Cooper’s rating were high before the pandemic, Francia said. They have increased since then in an uptick that is consistent with polls across the country for governors of both political parties.
Francia said COVID-19 and the uprising after Floyd’s death are the likely two major issues that will affect job approval ratings and reelection prospects.
"Before [the pandemic], if you took a poll and said, ‘What’s the most important issue facing North Carolina?’ you’d get a dozen answers; now I think you’d get one," said Carter Wrenn, a longtime Republican strategist.
"At the end of the day, [the election] will end up being a verdict on how Cooper handled it," Wrenn told E&E News.
The pandemic has eclipsed not only energy and environmental topics, but also traditionally polarizing issues like immigration, Wrenn said. At this point, polls indicate that North Carolinians are happy with how Cooper has handled the pandemic, but Wrenn cautioned that the jury is still out.
"We have to get through the summer," he said.
The poll numbers could help Cooper pull in votes for former Vice President Joe Biden, the presumptive Democratic presidential nominee, instead of the other way around, analysts say.
"I think if the environment is an important issue, you’re going to see that Roy Cooper is leading the day, and selecting him and Joe Biden is going to be the way you’re going to cast your ballot," Crawford said.
Energy and environmental issues typically take a back seat to health care, education and other hot-button issues when it comes time to vote, according to polling data.
The state is also hurricane-prone, and that likely will be top of mind for voters in November.
"This is why climate literacy is so important," Tuch said.
‘Good, conservative ideas’
The Consumer Energy Alliance also is pushing for an all-of-the-above energy policy for North Carolina, including offshore energy. Right now, Cooper’s clean energy policy is a renewable mandate that will require more natural gas pipeline and energy infrastructure to work, said Kevin Doyle, CEA’s vice president for state affairs.
"Gov. Cooper’s energy strategy is unrealistic and doesn’t fully consider all the needs of North Carolinians," Doyle said. "We can’t keep picking winners and losers in the middle of a recession and a recovery process."
Cooper’s challenger in November is an unabashed supporter of Trump who has sharply criticized the sitting governor’s energy policy.
Forest was first elected during the Obama administration. In an interview with UNC-TV, the lieutenant governor pushed for shale gas exploration and encouraged investments in solar and wind to make renewables more affordable.
He also lumped climate change in with so-called social issues such as the #MeToo and Black Lives Matter movements, calling them "the religion of the left," the Raleigh News & Observer reported.
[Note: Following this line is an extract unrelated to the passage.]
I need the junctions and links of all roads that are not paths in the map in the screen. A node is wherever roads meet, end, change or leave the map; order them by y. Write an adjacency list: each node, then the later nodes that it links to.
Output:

Forest’s critics expect him to pull out a far-right playbook on all policies, including the environment, if elected in November. He has blurred those lines, however, by talking up energy efficiency and smart grid technology as ways to improve the state’s energy profile.
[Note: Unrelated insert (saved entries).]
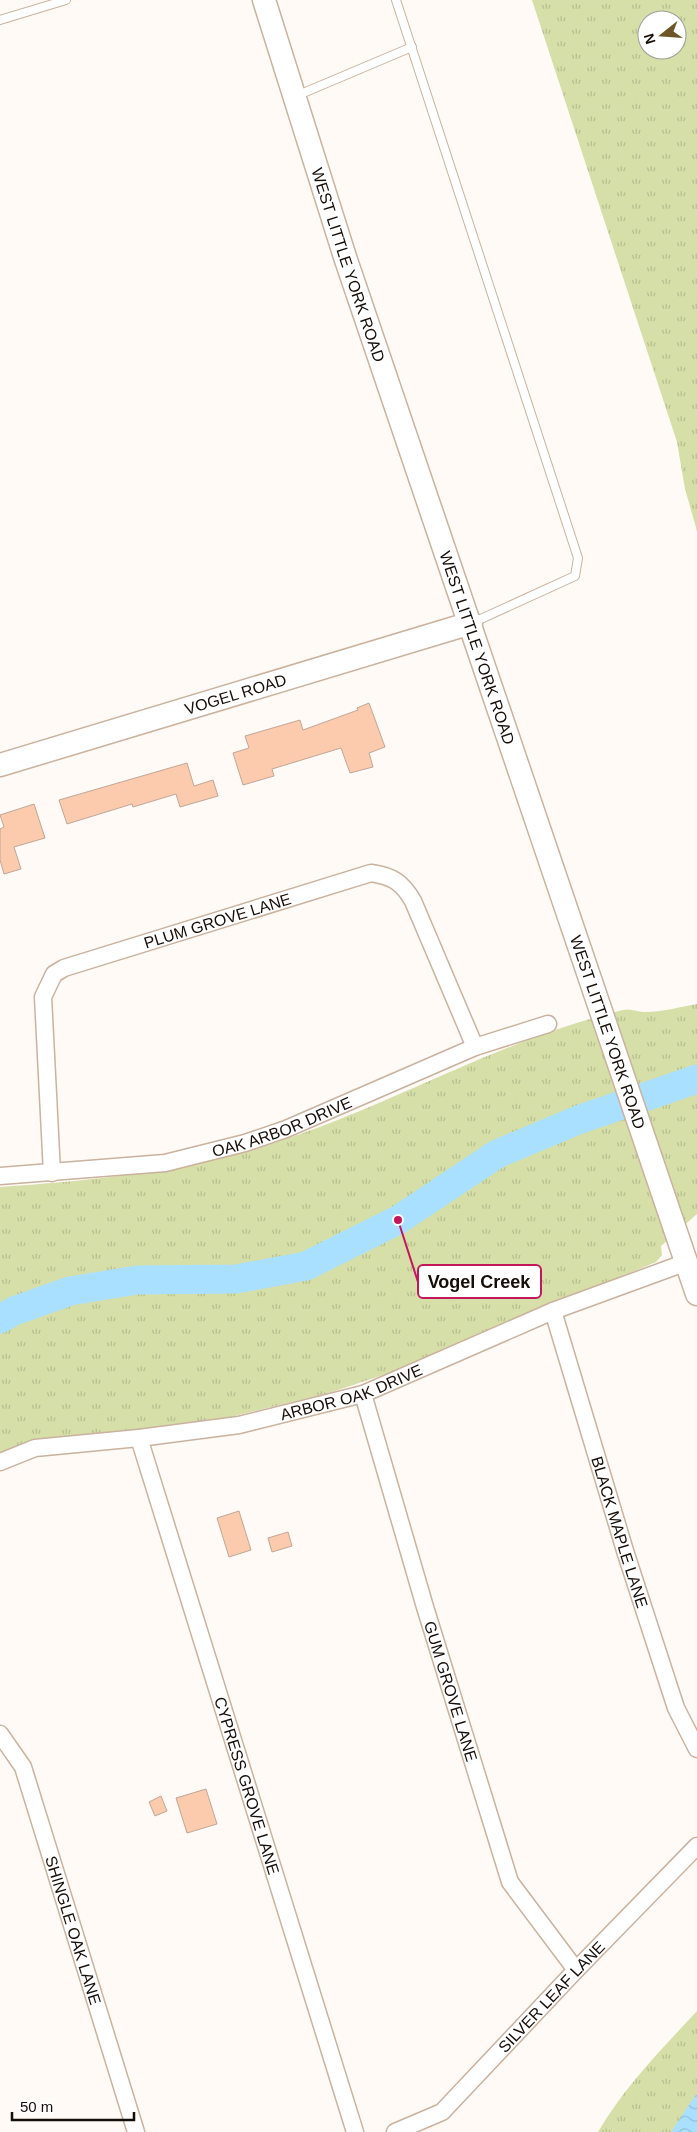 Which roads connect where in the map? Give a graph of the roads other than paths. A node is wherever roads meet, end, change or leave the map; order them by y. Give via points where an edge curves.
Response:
1 (66, 0) edge
2 (264, 0) edge
3 (396, 0) edge
4 (0, 20) edge
5 (412, 47) junction
6 (296, 96) junction
7 (471, 623) junction
8 (0, 765) edge
9 (548, 1024) dead end
10 (475, 1047) junction
11 (52, 1173) junction
12 (0, 1176) edge
13 (687, 1262) junction
14 (697, 1294) edge
15 (553, 1311) junction
16 (363, 1394) junction
17 (139, 1438) junction
18 (0, 1462) edge
19 (0, 1734) edge
20 (697, 1749) edge
21 (697, 1846) edge
22 (576, 1970) junction
23 (136, 2132) edge
24 (356, 2132) edge
25 (395, 2132) edge

1 - 4 lane
2 - 6 street, WEST LITTLE YORK ROAD
3 - 5 lane
5 - 6 lane
5 - 7 lane via 578,558 575,576
6 - 7 street, WEST LITTLE YORK ROAD via 346,257
7 - 8 street, VOGEL ROAD
7 - 13 street, WEST LITTLE YORK ROAD
9 - 10 street, OAK ARBOR DRIVE
10 - 11 street, OAK ARBOR DRIVE via 286,1129 246,1143 165,1163
10 - 11 street, PLUM GROVE LANE via 405,887 390,876 371,873 64,968 54,974 43,997
11 - 12 street, OAK ARBOR DRIVE
13 - 14 street, WEST LITTLE YORK ROAD
13 - 15 street, ARBOR OAK DRIVE
15 - 16 street, ARBOR OAK DRIVE
15 - 20 street, BLACK MAPLE LANE via 673,1699
16 - 17 street, ARBOR OAK DRIVE via 239,1425
16 - 22 street, GUM GROVE LANE via 510,1882
17 - 18 street, ARBOR OAK DRIVE via 35,1448
17 - 24 street, CYPRESS GROVE LANE
19 - 23 street, SHINGLE OAK LANE via 23,1767
21 - 22 street, SILVER LEAF LANE
22 - 25 street, SILVER LEAF LANE via 442,2112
An architect by trade, Forest said he considers ways to lower energy use "good, conservative ideas … and opportunities for innovation."
"When we talk about clean energy, this is one of these issues I think we all should be behind, yet there’s a lot of politics that gets involved in this," he said at a May 2018 panel with Conservatives for Clean Energy.
Still, Wrenn, the Republican strategist, was sober about Forest’s chances. He cited a GOP poll from a week ago that shows Cooper with a 17-point lead over his rival.
"That’s a number we haven’t seen in a long time," he said.